Work request: Search the entries below for the word "page", then copy each line in which it is found.

Records:
[Start of section]

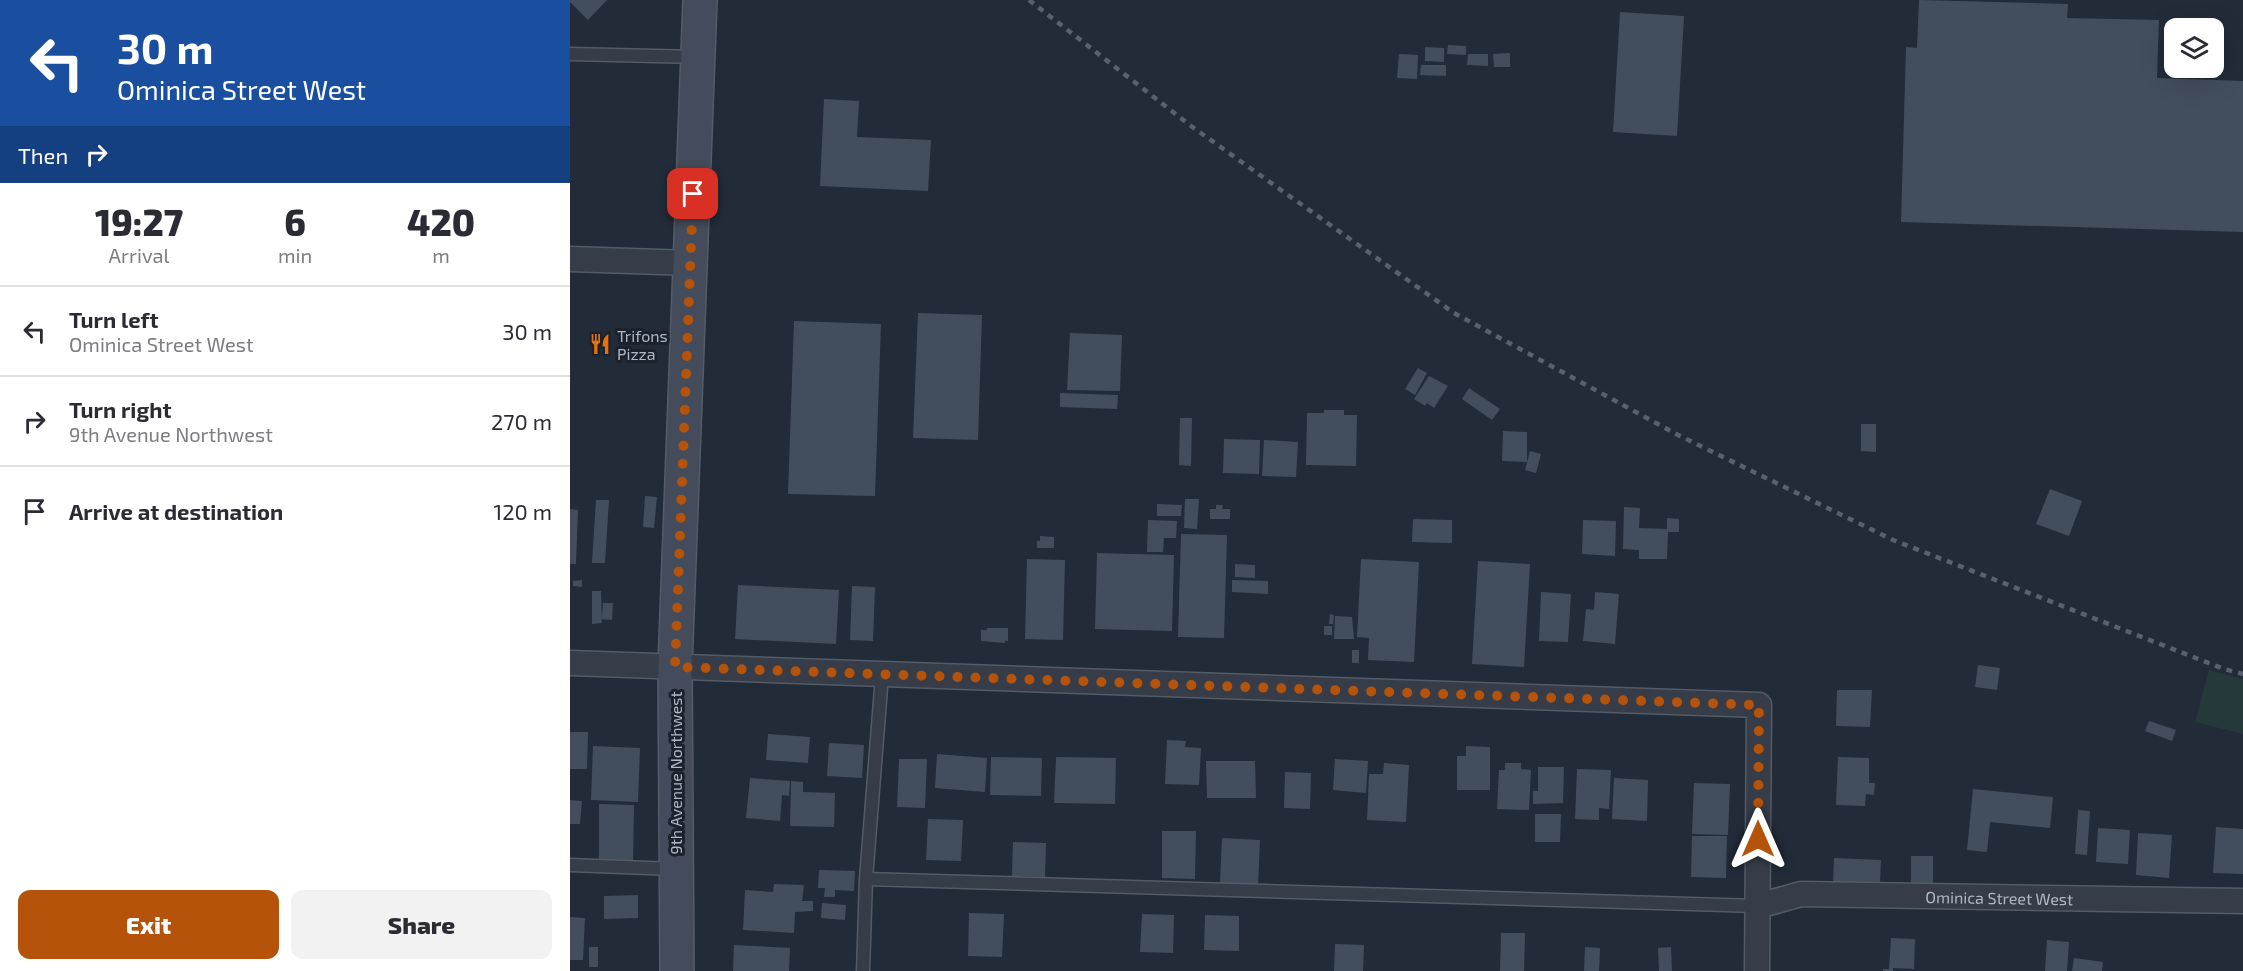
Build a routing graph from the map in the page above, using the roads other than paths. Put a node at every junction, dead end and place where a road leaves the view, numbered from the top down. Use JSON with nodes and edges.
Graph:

[End of section]
[Start of section]

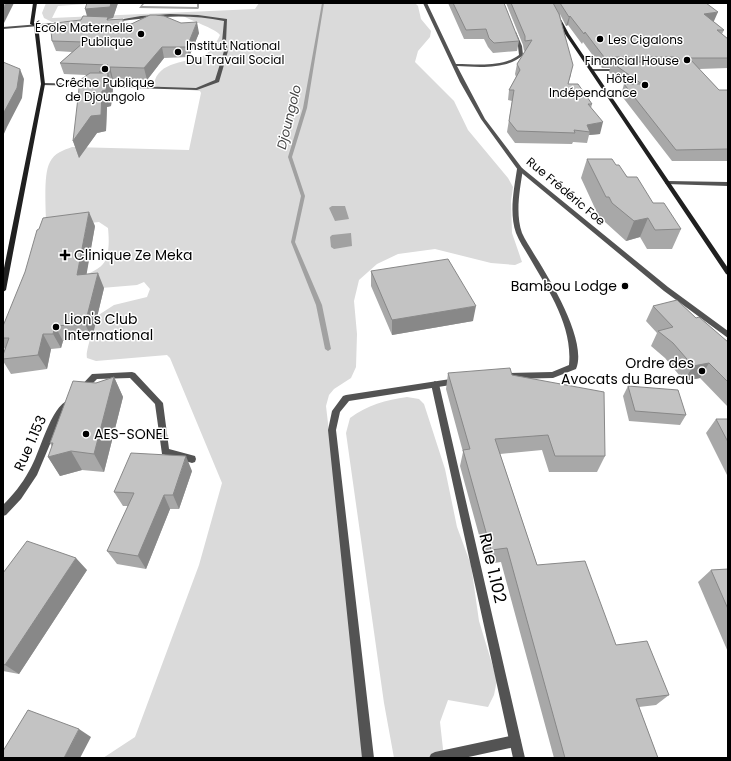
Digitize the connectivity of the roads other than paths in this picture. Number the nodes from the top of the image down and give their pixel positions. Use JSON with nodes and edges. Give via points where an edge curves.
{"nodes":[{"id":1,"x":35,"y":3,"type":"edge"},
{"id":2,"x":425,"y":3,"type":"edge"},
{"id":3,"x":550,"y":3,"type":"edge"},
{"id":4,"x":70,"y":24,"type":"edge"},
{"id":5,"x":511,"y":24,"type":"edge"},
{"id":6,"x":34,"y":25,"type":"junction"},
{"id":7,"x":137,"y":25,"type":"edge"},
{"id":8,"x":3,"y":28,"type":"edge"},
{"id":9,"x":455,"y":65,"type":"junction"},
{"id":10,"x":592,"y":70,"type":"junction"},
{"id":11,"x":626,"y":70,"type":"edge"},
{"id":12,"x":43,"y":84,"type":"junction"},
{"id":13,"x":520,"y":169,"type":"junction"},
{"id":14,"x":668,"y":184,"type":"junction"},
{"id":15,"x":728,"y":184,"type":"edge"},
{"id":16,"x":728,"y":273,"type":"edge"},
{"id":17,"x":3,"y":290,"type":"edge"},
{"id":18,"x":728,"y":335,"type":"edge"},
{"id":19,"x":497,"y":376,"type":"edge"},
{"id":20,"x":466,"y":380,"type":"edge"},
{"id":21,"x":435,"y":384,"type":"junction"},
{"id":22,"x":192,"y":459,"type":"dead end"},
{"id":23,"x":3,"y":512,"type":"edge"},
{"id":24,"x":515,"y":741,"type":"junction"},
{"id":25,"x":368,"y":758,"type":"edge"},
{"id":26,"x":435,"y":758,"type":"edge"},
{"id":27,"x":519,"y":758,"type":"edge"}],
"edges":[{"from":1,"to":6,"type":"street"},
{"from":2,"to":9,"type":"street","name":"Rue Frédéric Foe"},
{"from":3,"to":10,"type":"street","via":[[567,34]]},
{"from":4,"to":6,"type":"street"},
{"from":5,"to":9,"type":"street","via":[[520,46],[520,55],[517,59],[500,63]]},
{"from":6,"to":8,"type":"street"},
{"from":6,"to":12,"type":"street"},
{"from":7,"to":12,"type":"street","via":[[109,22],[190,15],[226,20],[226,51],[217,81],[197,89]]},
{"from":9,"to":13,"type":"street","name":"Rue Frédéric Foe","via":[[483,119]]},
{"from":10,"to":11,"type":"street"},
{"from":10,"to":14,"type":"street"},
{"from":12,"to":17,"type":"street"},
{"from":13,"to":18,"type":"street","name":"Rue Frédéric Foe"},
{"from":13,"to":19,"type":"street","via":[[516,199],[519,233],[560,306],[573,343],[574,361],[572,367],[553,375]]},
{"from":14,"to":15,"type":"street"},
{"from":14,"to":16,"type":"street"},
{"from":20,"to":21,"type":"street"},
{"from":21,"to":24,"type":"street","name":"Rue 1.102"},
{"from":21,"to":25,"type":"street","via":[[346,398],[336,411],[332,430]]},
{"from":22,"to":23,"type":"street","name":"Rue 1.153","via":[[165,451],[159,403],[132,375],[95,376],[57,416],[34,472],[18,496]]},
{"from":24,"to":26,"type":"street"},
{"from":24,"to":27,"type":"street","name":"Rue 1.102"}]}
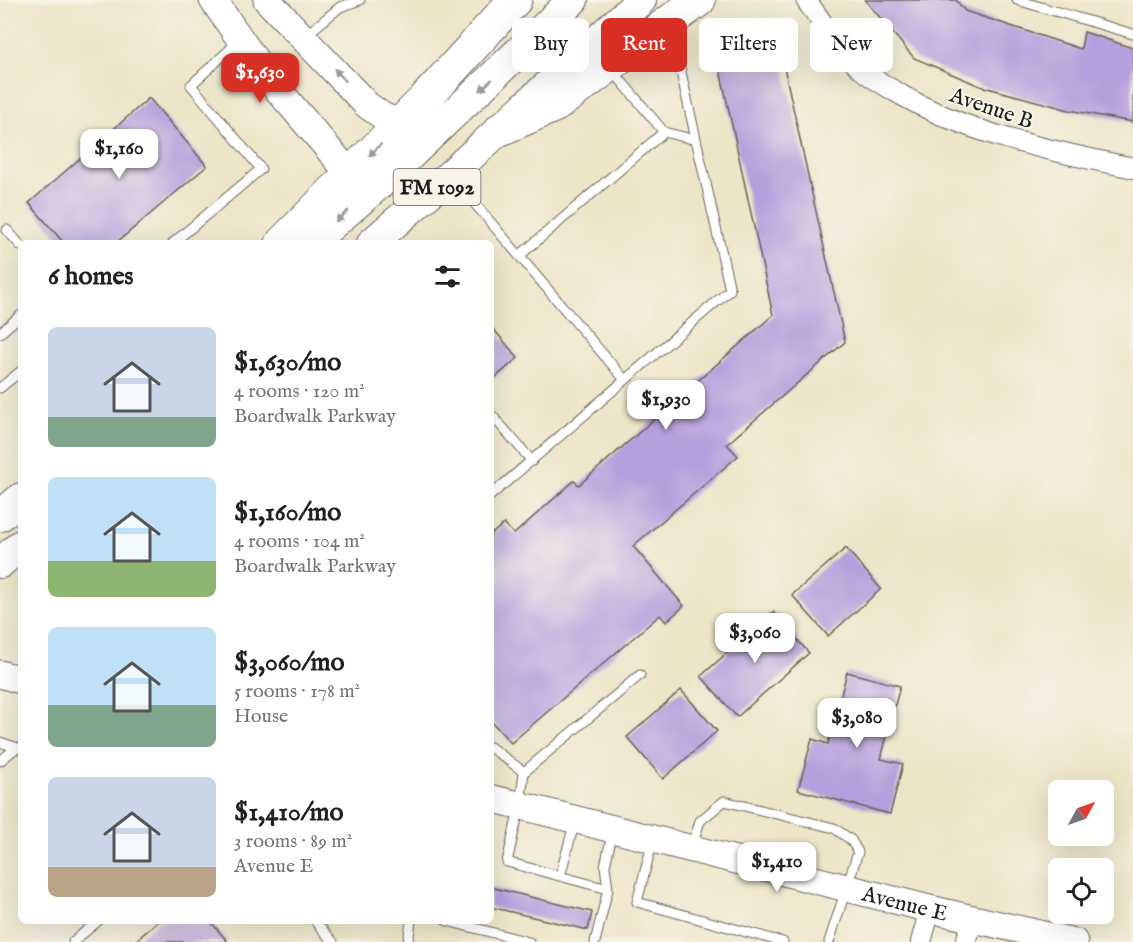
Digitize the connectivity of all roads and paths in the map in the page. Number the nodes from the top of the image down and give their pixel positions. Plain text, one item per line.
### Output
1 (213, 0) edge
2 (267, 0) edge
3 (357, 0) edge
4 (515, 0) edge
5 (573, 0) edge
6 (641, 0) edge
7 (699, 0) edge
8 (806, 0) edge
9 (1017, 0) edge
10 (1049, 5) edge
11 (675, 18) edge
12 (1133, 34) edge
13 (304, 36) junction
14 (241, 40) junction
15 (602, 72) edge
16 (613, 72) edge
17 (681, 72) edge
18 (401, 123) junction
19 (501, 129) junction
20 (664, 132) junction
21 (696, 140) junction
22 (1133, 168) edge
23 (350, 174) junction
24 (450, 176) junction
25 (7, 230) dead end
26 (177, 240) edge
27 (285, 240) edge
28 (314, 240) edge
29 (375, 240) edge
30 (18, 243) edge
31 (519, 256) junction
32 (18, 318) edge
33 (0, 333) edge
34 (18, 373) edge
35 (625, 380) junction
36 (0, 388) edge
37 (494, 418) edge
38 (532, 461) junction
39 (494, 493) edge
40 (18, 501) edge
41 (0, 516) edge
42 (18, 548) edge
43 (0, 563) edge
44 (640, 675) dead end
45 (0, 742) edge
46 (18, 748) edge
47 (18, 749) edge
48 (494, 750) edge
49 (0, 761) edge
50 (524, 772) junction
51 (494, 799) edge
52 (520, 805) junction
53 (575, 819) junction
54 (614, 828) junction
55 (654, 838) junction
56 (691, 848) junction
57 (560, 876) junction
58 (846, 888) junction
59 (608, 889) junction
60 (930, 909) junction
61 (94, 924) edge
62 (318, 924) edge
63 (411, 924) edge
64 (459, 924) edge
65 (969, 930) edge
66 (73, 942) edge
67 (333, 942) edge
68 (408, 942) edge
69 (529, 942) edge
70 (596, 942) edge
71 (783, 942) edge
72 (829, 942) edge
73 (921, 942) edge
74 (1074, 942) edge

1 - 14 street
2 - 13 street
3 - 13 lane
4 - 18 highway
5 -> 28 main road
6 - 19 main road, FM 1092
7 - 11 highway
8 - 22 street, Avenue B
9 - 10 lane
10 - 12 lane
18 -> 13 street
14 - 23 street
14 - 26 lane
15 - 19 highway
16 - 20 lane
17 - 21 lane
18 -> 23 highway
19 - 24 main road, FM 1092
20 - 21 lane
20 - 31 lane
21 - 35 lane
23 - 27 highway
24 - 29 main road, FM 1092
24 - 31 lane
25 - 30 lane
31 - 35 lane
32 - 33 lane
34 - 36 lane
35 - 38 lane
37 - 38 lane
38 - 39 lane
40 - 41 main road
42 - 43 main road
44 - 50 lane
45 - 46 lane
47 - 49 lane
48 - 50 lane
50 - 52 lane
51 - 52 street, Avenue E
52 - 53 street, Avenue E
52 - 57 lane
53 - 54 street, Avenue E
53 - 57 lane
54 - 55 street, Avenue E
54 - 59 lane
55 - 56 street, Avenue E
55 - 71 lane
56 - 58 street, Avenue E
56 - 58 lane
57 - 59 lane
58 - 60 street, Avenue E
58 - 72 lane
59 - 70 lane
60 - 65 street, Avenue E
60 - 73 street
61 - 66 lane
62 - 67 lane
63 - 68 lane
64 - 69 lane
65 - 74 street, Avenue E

[End of section]

Written response:
Build a routing graph from the map in the page above, using the roads other than paths. Put a node at every junction, dead end and place where a road leaves the view, numbered from the top down. Use JSON with nodes and edges.
Digitize the connectivity of all roads and paths in the map in the page. Number the nodes from the top of the image down and give their pixel positions. Plain text, one item per line.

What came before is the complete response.